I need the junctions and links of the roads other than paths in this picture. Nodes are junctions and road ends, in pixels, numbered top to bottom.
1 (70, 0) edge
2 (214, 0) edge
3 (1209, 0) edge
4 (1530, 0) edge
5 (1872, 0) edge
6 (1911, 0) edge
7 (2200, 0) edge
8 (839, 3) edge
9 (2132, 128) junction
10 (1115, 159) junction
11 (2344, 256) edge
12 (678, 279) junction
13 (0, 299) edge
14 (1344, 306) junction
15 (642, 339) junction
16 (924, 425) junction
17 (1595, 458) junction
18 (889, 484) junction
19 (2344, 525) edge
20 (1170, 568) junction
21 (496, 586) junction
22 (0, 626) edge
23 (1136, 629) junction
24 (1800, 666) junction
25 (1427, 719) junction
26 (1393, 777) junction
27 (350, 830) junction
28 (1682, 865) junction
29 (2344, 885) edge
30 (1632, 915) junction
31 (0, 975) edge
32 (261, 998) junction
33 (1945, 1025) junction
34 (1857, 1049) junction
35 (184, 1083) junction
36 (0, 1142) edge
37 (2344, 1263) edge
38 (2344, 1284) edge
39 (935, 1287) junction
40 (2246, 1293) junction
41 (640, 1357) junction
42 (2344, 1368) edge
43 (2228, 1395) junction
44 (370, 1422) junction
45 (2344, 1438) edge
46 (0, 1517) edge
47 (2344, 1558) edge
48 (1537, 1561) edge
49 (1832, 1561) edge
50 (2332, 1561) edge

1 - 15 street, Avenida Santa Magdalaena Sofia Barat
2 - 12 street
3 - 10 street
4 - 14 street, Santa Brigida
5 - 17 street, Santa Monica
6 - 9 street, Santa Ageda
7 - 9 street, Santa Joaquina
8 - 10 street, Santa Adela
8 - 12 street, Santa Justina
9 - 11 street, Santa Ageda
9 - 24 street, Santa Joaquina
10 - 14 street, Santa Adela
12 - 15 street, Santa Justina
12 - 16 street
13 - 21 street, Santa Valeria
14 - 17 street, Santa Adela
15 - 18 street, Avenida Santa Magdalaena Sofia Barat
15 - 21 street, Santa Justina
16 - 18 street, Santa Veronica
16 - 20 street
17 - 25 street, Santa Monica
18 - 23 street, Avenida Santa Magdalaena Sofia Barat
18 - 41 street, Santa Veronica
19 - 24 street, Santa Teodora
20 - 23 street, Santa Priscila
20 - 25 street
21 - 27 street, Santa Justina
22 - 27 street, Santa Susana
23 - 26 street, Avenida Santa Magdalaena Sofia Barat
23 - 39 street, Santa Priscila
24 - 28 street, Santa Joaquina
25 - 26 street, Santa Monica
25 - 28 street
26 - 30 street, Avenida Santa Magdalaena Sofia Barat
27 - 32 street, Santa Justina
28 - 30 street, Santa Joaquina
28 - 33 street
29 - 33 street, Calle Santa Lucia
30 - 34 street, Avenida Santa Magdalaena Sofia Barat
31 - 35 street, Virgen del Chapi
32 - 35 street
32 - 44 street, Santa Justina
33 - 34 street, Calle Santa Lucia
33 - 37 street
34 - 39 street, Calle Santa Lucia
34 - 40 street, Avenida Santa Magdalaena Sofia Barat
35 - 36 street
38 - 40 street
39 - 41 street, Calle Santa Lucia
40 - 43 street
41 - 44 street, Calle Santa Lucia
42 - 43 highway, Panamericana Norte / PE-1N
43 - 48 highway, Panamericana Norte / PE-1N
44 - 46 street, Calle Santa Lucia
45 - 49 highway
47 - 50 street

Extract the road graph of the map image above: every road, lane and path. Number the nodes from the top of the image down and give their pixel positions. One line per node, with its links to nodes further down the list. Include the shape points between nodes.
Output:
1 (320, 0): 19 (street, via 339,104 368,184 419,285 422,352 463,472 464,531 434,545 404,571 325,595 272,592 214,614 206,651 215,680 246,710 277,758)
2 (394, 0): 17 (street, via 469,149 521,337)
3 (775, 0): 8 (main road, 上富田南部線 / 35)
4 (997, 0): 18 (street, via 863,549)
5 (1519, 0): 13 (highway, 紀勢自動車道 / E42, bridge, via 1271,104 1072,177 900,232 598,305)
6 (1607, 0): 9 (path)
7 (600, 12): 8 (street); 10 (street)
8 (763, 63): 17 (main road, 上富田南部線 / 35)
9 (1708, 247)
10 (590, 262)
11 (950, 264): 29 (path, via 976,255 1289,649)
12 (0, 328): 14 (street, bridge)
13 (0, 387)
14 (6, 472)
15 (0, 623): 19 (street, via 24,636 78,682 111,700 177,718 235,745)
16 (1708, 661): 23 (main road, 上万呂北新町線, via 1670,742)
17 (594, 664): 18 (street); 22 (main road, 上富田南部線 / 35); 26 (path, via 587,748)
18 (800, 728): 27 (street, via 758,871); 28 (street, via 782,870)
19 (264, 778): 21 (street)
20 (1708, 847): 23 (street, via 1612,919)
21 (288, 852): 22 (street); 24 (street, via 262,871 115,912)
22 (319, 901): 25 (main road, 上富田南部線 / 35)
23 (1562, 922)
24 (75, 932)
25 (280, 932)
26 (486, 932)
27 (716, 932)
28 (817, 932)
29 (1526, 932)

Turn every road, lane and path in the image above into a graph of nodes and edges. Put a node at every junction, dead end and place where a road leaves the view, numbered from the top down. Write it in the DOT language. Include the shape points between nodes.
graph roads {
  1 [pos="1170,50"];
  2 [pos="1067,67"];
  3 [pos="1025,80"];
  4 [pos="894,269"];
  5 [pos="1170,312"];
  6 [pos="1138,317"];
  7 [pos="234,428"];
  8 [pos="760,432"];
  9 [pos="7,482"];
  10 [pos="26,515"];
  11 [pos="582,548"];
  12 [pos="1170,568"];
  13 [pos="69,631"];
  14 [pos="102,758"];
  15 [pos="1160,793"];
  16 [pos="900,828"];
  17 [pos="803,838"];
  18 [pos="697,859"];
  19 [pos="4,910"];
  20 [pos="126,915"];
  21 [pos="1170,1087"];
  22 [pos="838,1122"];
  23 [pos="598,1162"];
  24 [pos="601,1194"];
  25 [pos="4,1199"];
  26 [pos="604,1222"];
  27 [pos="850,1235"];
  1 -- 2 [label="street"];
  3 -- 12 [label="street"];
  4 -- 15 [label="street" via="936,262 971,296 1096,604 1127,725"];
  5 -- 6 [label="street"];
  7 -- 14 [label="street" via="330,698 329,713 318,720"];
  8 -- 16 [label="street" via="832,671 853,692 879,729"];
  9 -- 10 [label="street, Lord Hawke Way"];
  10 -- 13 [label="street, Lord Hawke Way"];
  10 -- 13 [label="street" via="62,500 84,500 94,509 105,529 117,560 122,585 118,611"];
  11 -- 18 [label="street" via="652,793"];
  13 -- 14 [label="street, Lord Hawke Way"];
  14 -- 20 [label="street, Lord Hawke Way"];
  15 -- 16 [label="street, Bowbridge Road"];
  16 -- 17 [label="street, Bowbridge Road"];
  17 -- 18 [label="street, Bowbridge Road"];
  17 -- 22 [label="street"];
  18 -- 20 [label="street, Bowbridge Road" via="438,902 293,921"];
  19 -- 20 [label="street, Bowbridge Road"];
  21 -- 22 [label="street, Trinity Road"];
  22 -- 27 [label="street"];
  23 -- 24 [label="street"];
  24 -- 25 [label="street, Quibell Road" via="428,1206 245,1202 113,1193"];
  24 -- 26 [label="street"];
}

*-*-*

**What to work on:** Wherever the word "Include" turns up in the records, copy out the line it is on.

**Answer:**
Extract the road graph of the map image above: every road, lane and path. Number the nodes from the top of the image down and give their pixel positions. One line per node, with its links to nodes further down the list. Include the shape points between nodes.
Turn every road, lane and path in the image above into a graph of nodes and edges. Put a node at every junction, dead end and place where a road leaves the view, numbered from the top down. Write it in the DOT language. Include the shape points between nodes.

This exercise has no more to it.